I was contemplating visiting a shrink to understand why I was feeling relief rather than overriding delight, and then the The Mail came to my rescue and put my confused mind at rest with an article about a book, Scorecasting by Tobias J Moskowitz and John L Wertheim, who devoted a chapter to the phenomenon of loss aversion and how it affects perceptions regarding the results of matches.

The theory goes if a team surrenders a comfortable lead and ends up taking a narrow win, fans feelings afterwards will be more of relief rather than overriding delight due to the fear of what was almost lost.

Well that was definitely me, and in the last 20 minutes I almost spilled the claret a couple of times as Newcastle came back from the dead at 30-6 to 30-28 with five minutes left, but we were able to see out the storm.

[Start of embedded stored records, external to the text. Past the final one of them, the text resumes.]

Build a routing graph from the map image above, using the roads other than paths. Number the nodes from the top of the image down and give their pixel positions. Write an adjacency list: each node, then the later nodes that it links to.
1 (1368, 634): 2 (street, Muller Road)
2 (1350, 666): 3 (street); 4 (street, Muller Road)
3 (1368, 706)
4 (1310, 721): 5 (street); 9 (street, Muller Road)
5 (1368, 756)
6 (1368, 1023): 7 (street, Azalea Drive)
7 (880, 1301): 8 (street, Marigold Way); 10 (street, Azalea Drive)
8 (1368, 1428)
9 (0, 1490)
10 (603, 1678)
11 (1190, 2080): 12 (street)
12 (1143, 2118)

After watching Barrow for more than 50 years, nothing surprises me anymore – Barrow never do easy! After a couple of hours of reflection, I was grateful of the victory, but I was also concerned that we couldn’t capitulate in that manner in the next four crucial matches against much better opposition, and did we have the necessary promotion mind-set?

I’m sure we have, and as I have said on many occasions, Paul Crarey and his coaching and playing staff should be congratulated for all the hard graft over the last three years in assembling a squad capable of promotion. Results to date demonstrate that, with only a couple of league defeats this season away to Toronto Wolfpack and Whitehaven.

The players have a tremendous responsibility in this last push for promotion, and the Newcastle result indicates that game management has to improve considerably to achieve success.

That starts tomorrow with the visit of York City Knights to Craven Park.

After almost going out of business, they have surprised everyone this season, and coach James Ford has assembled a pretty formidable squad with loans and dual-registrations, which include the ex-Warrington forward Jordan Cox, Hull FC prop Ross Osborne and former Barrow favourite Andy Ellis, who have been key to their resurgence.

They are the only team to inflict a league defeat on the Toronto superstars, they were narrowly beaten at Cougar Park by the improving Keighley, and then last week overcame a stiff challenge from Workington Town in front of an encouraging 1,112 spectators to maintain fourth place.

This will probably be our toughest home game, and possession and discipline will be key. Missing from the York line-up will be star full-back Ash Robson, who unsuccessfully appealed against a six-match ban after he was found guilty of spitting at Whitehaven centre Chris Taylor in an incident on June 18. The game is tough enough without that nonsense.

Elsewhere, is the pressure getting to the Toronto superstars?

Last weekend Keighley Cougars staged a second-half fightback to hold big-spending Wolfpack to a 26-26 draw. Trailing 22-12 at half-time, Keighley roared back to share the spoils, with half-back Matty Beharrell earning the deserved point with the last kick.

Doncaster gained a 30-22 win over Whitehaven, which puts us two points ahead of our nearest rivals and firmly in the driving seat.

There are no games next week due to the Challenge Cup final, but the week after we host Workington Town and Whitehaven travel to Canada. We go to Canada the following week, and by then we should have a clear picture of what we need to do in the last two games to stay second.

Tomorrow is a very important game and should be a cracker. See you there.